> **Instructions to follow**
Within the entries below, find each line containing the word "PUJMANOVÉ" and copy it.

> **Source records**
===
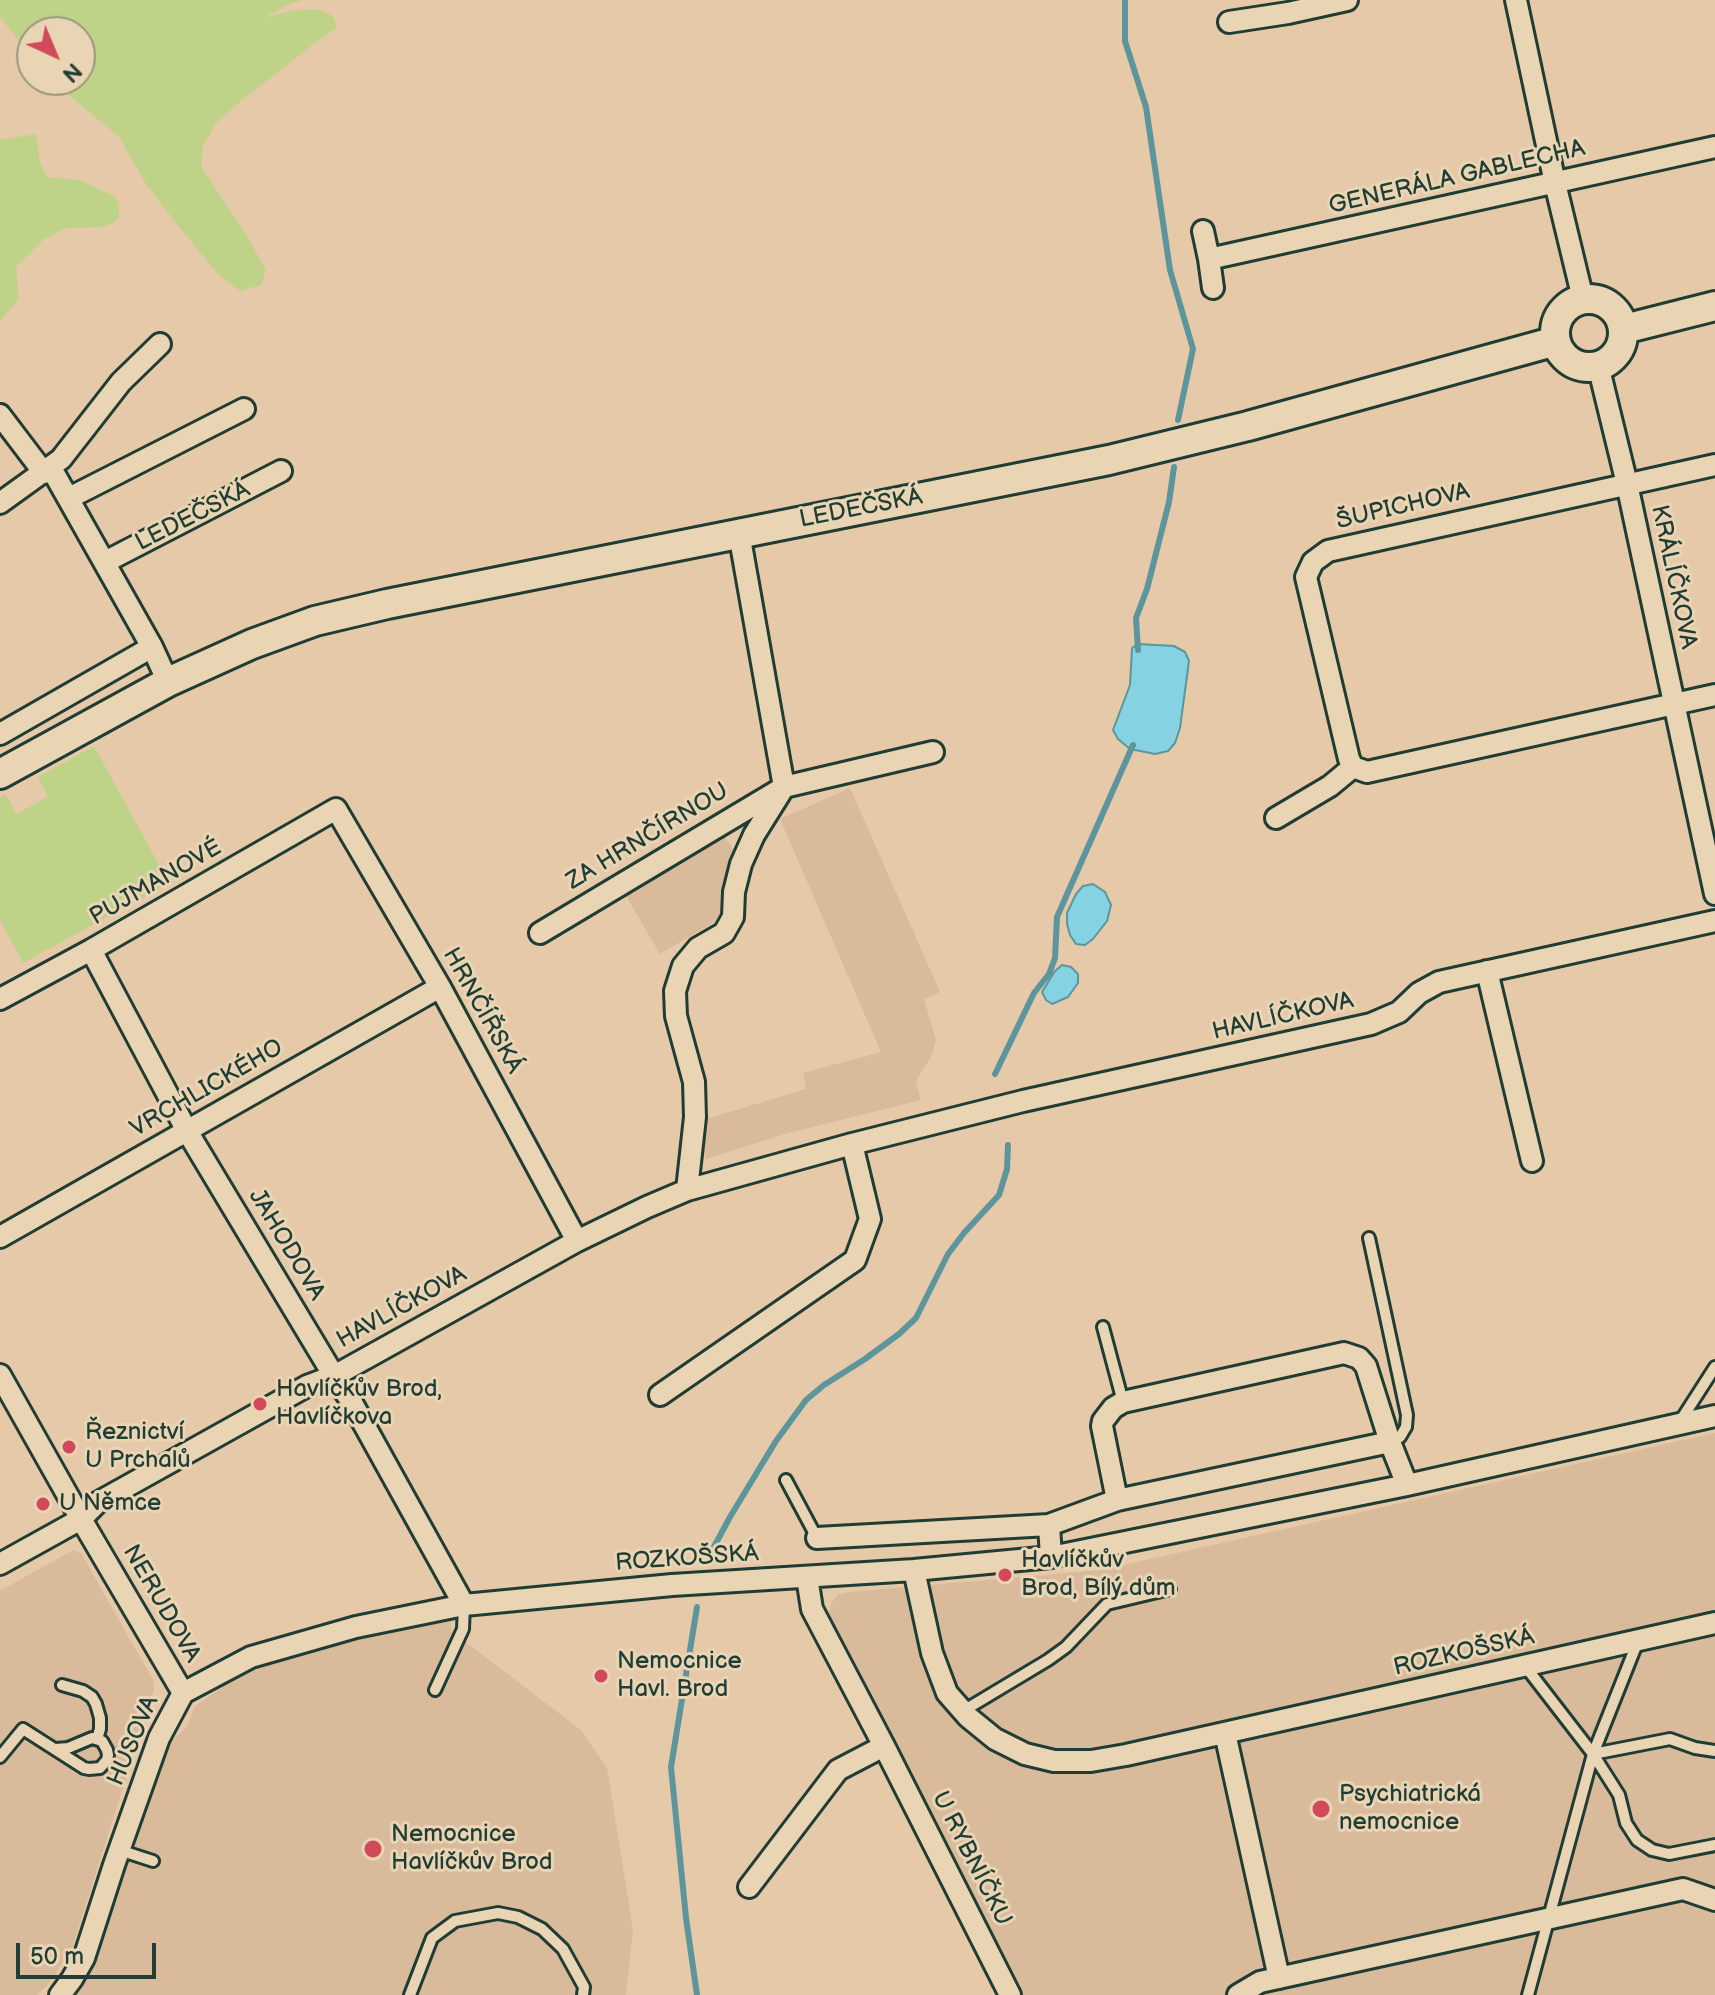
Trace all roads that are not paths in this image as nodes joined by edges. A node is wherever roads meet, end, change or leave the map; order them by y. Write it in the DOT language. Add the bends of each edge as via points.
graph roads {
  1 [pos="1347,0"];
  2 [pos="1516,0"];
  3 [pos="1229,22"];
  4 [pos="1715,147"];
  5 [pos="1555,183"];
  6 [pos="1203,231"];
  7 [pos="1209,259"];
  8 [pos="1213,288"];
  9 [pos="1583,299"];
  10 [pos="1715,306"];
  11 [pos="1624,329"];
  12 [pos="1556,341"];
  13 [pos="160,344"];
  14 [pos="1598,365"];
  15 [pos="244,409"];
  16 [pos="0,415"];
  17 [pos="1715,465"];
  18 [pos="47,470"];
  19 [pos="281,471"];
  20 [pos="1627,484"];
  21 [pos="69,498"];
  22 [pos="0,503"];
  23 [pos="739,533"];
  24 [pos="105,562"];
  25 [pos="152,647"];
  26 [pos="168,682"];
  27 [pos="1715,695"];
  28 [pos="1673,704"];
  29 [pos="0,734"];
  30 [pos="933,752"];
  31 [pos="1353,767"];
  32 [pos="0,774"];
  33 [pos="784,787"];
  34 [pos="336,809"];
  35 [pos="1276,818"];
  36 [pos="1715,894"];
  37 [pos="1715,921"];
  38 [pos="540,933"];
  39 [pos="91,950"];
  40 [pos="1487,971"];
  41 [pos="440,987"];
  42 [pos="0,999"];
  43 [pos="187,1131"];
  44 [pos="852,1144"];
  45 [pos="1532,1161"];
  46 [pos="687,1190"];
  47 [pos="0,1237"];
  48 [pos="1369,1238"];
  49 [pos="577,1241"];
  50 [pos="1103,1327"];
  51 [pos="1715,1367"];
  52 [pos="0,1375"];
  53 [pos="334,1376"];
  54 [pos="660,1395"];
  55 [pos="1123,1402"];
  56 [pos="1715,1416"];
  57 [pos="1678,1424"];
  58 [pos="1390,1442"];
  59 [pos="786,1480"];
  60 [pos="1407,1485"];
  61 [pos="1117,1500"];
  62 [pos="81,1519"];
  63 [pos="1049,1525"];
  64 [pos="817,1538"];
  65 [pos="1051,1557"];
  66 [pos="0,1564"];
  67 [pos="914,1570"];
  68 [pos="807,1577"];
  69 [pos="1170,1589"];
  70 [pos="464,1605"];
  71 [pos="1715,1623"];
  72 [pos="1638,1640"];
  73 [pos="1525,1666"];
  74 [pos="62,1685"];
  75 [pos="435,1690"];
  76 [pos="183,1693"];
  77 [pos="962,1711"];
  78 [pos="1225,1733"];
  79 [pos="97,1739"];
  80 [pos="884,1746"];
  81 [pos="56,1749"];
  82 [pos="1715,1751"];
  83 [pos="1593,1754"];
  84 [pos="0,1757"];
  85 [pos="1715,1845"];
  86 [pos="119,1850"];
  87 [pos="153,1861"];
  88 [pos="749,1887"];
  89 [pos="1715,1900"];
  90 [pos="1548,1919"];
  91 [pos="1279,1978"];
  92 [pos="60,1995"];
  93 [pos="410,1995"];
  94 [pos="583,1995"];
  95 [pos="1010,1995"];
  96 [pos="1238,1995"];
  97 [pos="1528,1995"];
  1 -- 3 [label="street"];
  2 -- 5 [label="street"];
  4 -- 5 [label="street, GENERÁLA GABLECHA"];
  5 -- 7 [label="street, GENERÁLA GABLECHA"];
  5 -- 9 [label="street"];
  6 -- 7 [label="street"];
  7 -- 8 [label="street"];
  9 -- 11 [label="main road" via="1612,307"];
  9 -- 12 [label="main road" via="1558,319"];
  10 -- 11 [label="main road"];
  11 -- 14 [label="main road" via="1616,354"];
  12 -- 14 [label="main road" via="1568,359"];
  12 -- 23 [label="main road, LEDEČSKÁ" via="1109,460"];
  13 -- 18 [label="street"];
  14 -- 20 [label="street, KRÁLÍČKOVA"];
  15 -- 21 [label="street"];
  16 -- 18 [label="street, LEDEČSKÁ"];
  17 -- 20 [label="street, ŠUPICHOVA"];
  18 -- 21 [label="street, LEDEČSKÁ"];
  18 -- 22 [label="street"];
  19 -- 24 [label="street, LEDEČSKÁ"];
  20 -- 28 [label="street, KRÁLÍČKOVA"];
  20 -- 31 [label="street, ŠUPICHOVA" via="1328,551 1313,562 1306,577"];
  21 -- 24 [label="street, LEDEČSKÁ"];
  23 -- 26 [label="main road, LEDEČSKÁ" via="315,621"];
  23 -- 33 [label="street"];
  24 -- 25 [label="street, LEDEČSKÁ"];
  25 -- 26 [label="street, LEDEČSKÁ"];
  25 -- 29 [label="street"];
  26 -- 32 [label="main road, LEDEČSKÁ"];
  27 -- 28 [label="street"];
  28 -- 31 [label="street" via="1367,772"];
  28 -- 36 [label="street, KRÁLÍČKOVA"];
  30 -- 33 [label="street, ZA HRNČÍRNOU"];
  31 -- 35 [label="street"];
  33 -- 38 [label="street, ZA HRNČÍRNOU"];
  33 -- 46 [label="street" via="741,864 733,917 724,933 698,948 683,966 675,991 676,1016 694,1082"];
  34 -- 39 [label="street, PUJMANOVÉ"];
  34 -- 41 [label="street, HRNČÍŘSKÁ"];
  37 -- 40 [label="street, HAVLÍČKOVA"];
  39 -- 42 [label="street, PUJMANOVÉ"];
  39 -- 43 [label="street, JAHODOVA"];
  40 -- 44 [label="street, HAVLÍČKOVA" via="1431,985 1399,1012 1371,1024"];
  40 -- 45 [label="street"];
  41 -- 43 [label="street, VRCHLICKÉHO"];
  41 -- 49 [label="street, HRNČÍŘSKÁ"];
  43 -- 47 [label="street, VRCHLICKÉHO"];
  43 -- 53 [label="street, JAHODOVA"];
  44 -- 46 [label="street, HAVLÍČKOVA"];
  44 -- 54 [label="street" via="870,1219 855,1260"];
  46 -- 49 [label="street, HAVLÍČKOVA"];
  48 -- 58 [label="lane" via="1407,1415 1400,1437"];
  49 -- 53 [label="street, HAVLÍČKOVA"];
  50 -- 55 [label="lane"];
  51 -- 57 [label="lane"];
  52 -- 62 [label="street, NERUDOVA"];
  53 -- 62 [label="street, HAVLÍČKOVA" via="97,1503"];
  53 -- 70 [label="street, JAHODOVA"];
  55 -- 58 [label="street" via="1344,1353 1366,1366"];
  55 -- 61 [label="street" via="1107,1414 1102,1426"];
  56 -- 57 [label="street, ROZKOŠSKÁ"];
  57 -- 60 [label="street, ROZKOŠSKÁ"];
  58 -- 60 [label="street"];
  58 -- 61 [label="street"];
  59 -- 64 [label="lane"];
  60 -- 65 [label="street, ROZKOŠSKÁ"];
  61 -- 63 [label="street"];
  62 -- 66 [label="street, HAVLÍČKOVA"];
  62 -- 76 [label="street, NERUDOVA"];
  63 -- 64 [label="street"];
  63 -- 65 [label="street"];
  65 -- 67 [label="street, ROZKOŠSKÁ"];
  67 -- 68 [label="street, ROZKOŠSKÁ"];
  67 -- 77 [label="street, ROZKOŠSKÁ" via="932,1653 947,1693"];
  68 -- 70 [label="street, ROZKOŠSKÁ"];
  68 -- 80 [label="street, U RYBNÍČKU" via="812,1609"];
  69 -- 77 [label="lane" via="1107,1604 1066,1647"];
  70 -- 75 [label="lane" via="463,1629"];
  70 -- 76 [label="street, HUSOVA" via="356,1627 251,1657"];
  71 -- 72 [label="street, ROZKOŠSKÁ"];
  72 -- 73 [label="street, ROZKOŠSKÁ"];
  72 -- 83 [label="lane"];
  73 -- 78 [label="street, ROZKOŠSKÁ"];
  73 -- 83 [label="lane"];
  74 -- 79 [label="lane" via="92,1697 100,1718"];
  76 -- 86 [label="street, HUSOVA" via="159,1738"];
  77 -- 78 [label="street, ROZKOŠSKÁ" via="995,1739 1054,1761 1091,1761"];
  78 -- 91 [label="street"];
  79 -- 81 [label="lane"];
  79 -- 81 [label="lane" via="108,1755 95,1769 84,1768"];
  80 -- 88 [label="street" via="838,1770"];
  80 -- 95 [label="street, U RYBNÍČKU"];
  81 -- 84 [label="lane" via="23,1729"];
  82 -- 83 [label="lane" via="1670,1739"];
  83 -- 85 [label="lane" via="1619,1795 1637,1840 1669,1854"];
  83 -- 90 [label="lane"];
  86 -- 87 [label="lane"];
  86 -- 92 [label="street, HUSOVA" via="84,1958"];
  89 -- 90 [label="street" via="1683,1889"];
  90 -- 91 [label="street"];
  90 -- 97 [label="lane"];
  91 -- 96 [label="street"];
  93 -- 94 [label="lane" via="432,1938 455,1921 498,1913 542,1929 563,1949 584,1987"];
}
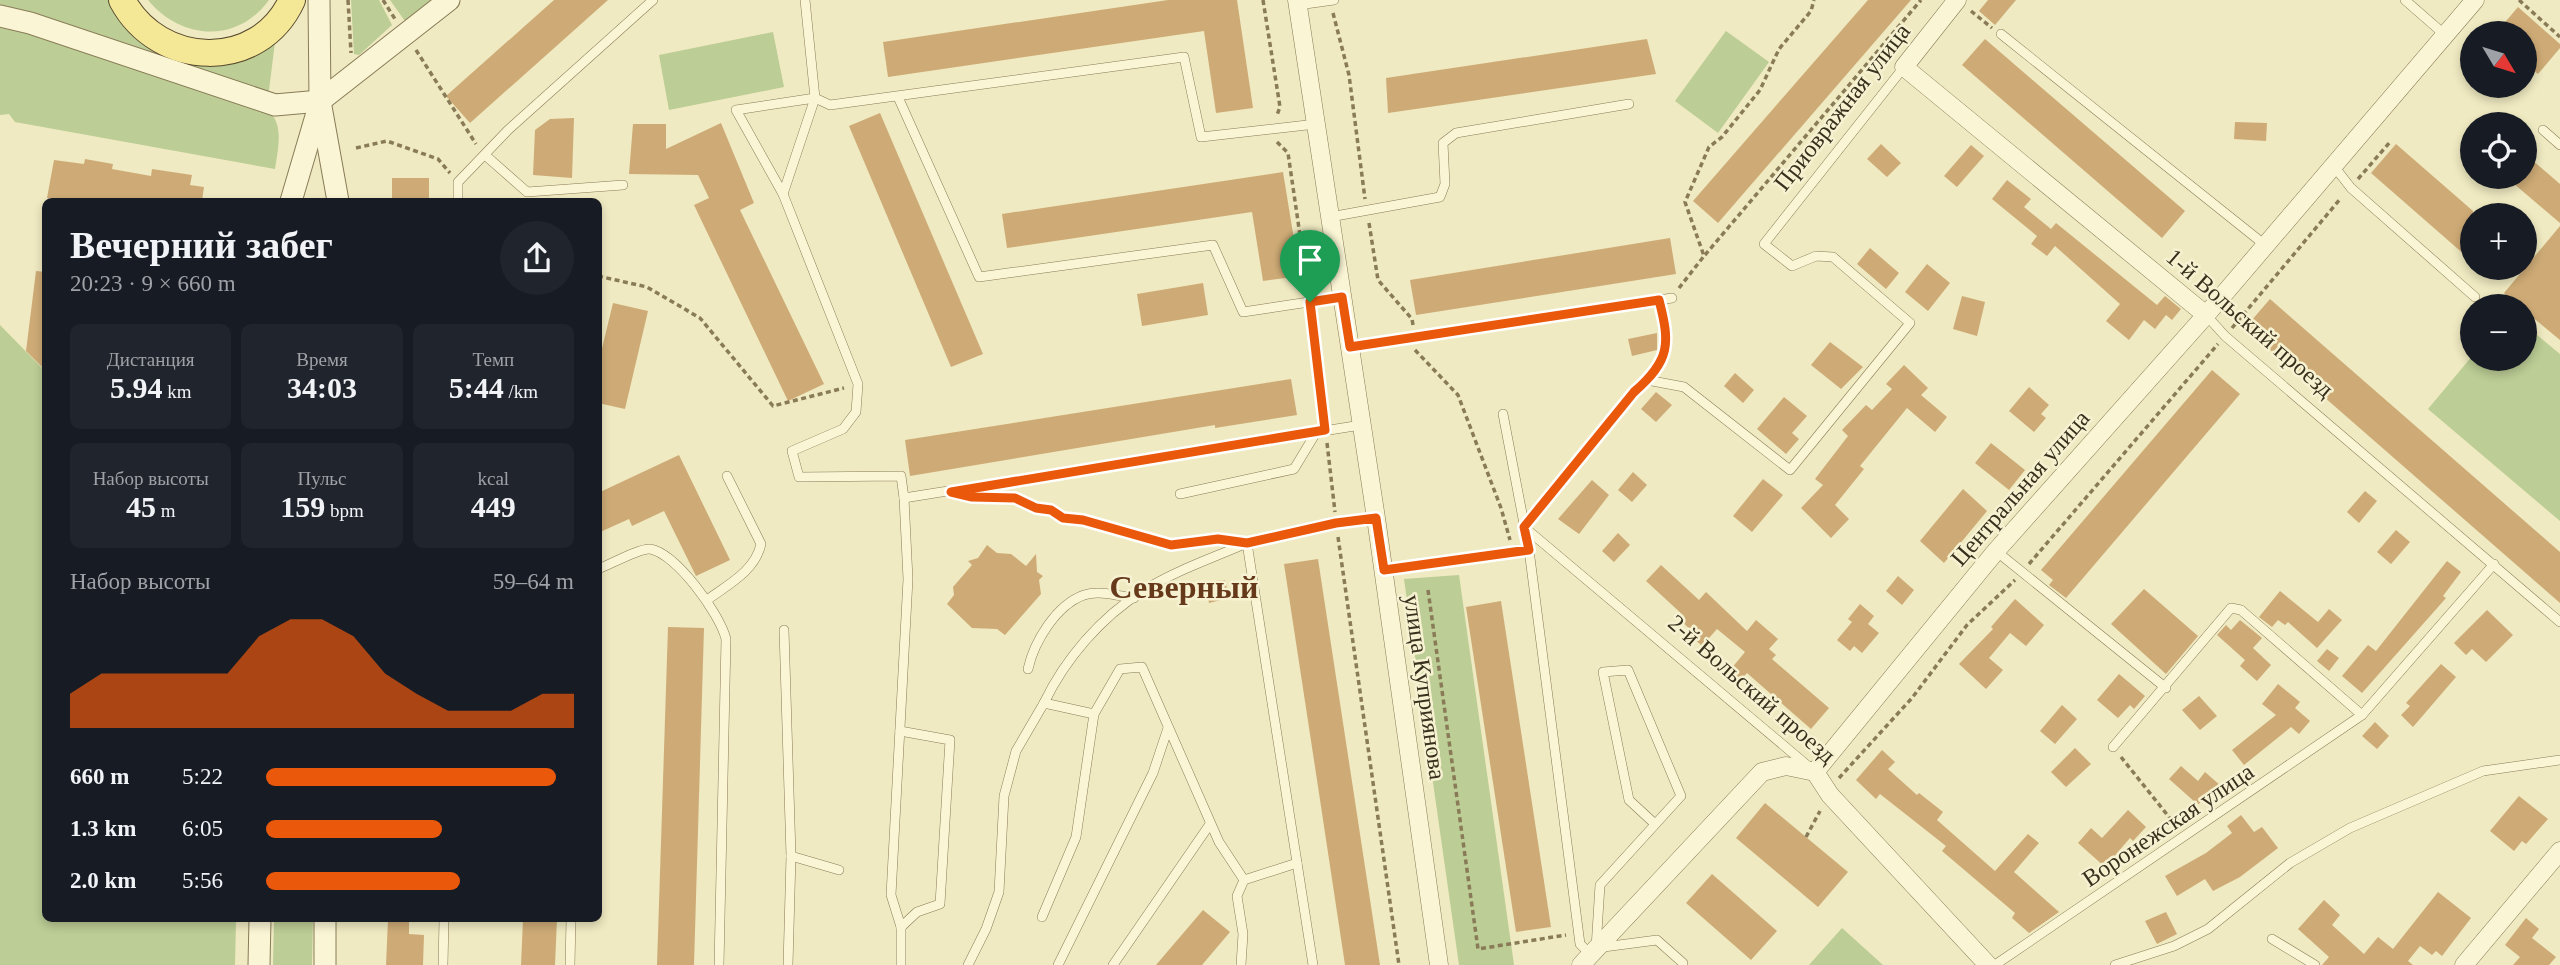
===
> **Solution to this task**
  34 -- 39 [label="street, PUJMANOVÉ"];
  39 -- 42 [label="street, PUJMANOVÉ"];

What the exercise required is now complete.